= INSTRUCTIONS FOR THE TASK =
Return each line of the entries that holds the string "graph".

= DATA FOR THIS TASK =

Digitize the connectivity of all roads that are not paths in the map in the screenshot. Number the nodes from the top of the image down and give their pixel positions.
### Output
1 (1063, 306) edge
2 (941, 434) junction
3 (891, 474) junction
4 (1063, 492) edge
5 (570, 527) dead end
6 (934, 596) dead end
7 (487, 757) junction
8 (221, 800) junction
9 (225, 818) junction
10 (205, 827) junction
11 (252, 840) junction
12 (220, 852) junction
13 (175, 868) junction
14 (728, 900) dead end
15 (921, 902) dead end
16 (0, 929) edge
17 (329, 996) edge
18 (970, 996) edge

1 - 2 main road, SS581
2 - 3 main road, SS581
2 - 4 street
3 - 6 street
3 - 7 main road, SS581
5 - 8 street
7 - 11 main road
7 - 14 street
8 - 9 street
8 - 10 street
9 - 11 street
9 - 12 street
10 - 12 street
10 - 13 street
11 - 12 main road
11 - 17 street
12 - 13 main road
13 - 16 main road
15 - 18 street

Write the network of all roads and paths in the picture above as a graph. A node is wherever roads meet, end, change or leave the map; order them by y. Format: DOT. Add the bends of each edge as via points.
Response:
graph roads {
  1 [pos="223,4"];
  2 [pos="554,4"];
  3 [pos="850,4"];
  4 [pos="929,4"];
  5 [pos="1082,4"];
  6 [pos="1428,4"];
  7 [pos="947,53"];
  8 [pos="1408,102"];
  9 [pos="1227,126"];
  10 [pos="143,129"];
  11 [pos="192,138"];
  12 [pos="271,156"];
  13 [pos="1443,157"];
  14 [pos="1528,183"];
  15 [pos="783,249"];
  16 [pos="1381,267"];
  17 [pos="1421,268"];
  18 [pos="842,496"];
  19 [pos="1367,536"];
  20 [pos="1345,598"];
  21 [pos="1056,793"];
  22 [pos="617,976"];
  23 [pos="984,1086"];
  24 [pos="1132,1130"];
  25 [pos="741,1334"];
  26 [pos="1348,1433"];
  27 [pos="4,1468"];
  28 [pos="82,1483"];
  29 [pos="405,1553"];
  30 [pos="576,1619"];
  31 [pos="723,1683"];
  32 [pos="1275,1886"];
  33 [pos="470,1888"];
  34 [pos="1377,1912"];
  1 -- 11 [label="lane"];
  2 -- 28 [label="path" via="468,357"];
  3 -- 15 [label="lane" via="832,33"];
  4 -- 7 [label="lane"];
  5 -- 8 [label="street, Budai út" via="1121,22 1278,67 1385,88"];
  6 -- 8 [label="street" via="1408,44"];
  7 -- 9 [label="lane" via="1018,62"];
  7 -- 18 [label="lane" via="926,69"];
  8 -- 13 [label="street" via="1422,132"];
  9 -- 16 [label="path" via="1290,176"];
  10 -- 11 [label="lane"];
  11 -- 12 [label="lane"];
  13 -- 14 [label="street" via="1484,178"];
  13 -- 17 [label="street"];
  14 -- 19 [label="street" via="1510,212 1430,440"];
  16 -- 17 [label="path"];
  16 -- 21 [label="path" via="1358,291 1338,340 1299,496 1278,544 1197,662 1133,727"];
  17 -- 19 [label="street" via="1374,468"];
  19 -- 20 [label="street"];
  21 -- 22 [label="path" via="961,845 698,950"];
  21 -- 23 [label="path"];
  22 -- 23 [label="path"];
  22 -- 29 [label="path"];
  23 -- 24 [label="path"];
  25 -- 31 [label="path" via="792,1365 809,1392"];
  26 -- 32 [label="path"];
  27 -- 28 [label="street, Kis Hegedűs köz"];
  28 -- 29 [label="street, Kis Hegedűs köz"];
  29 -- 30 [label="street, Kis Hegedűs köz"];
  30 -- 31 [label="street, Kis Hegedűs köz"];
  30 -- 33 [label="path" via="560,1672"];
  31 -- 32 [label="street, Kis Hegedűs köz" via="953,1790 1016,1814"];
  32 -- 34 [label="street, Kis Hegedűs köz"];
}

= ANSWER SECTION =
Write the network of all roads and paths in the picture above as a graph. A node is wherever roads meet, end, change or leave the map; order them by y. Format: DOT. Add the bends of each edge as via points.
graph roads {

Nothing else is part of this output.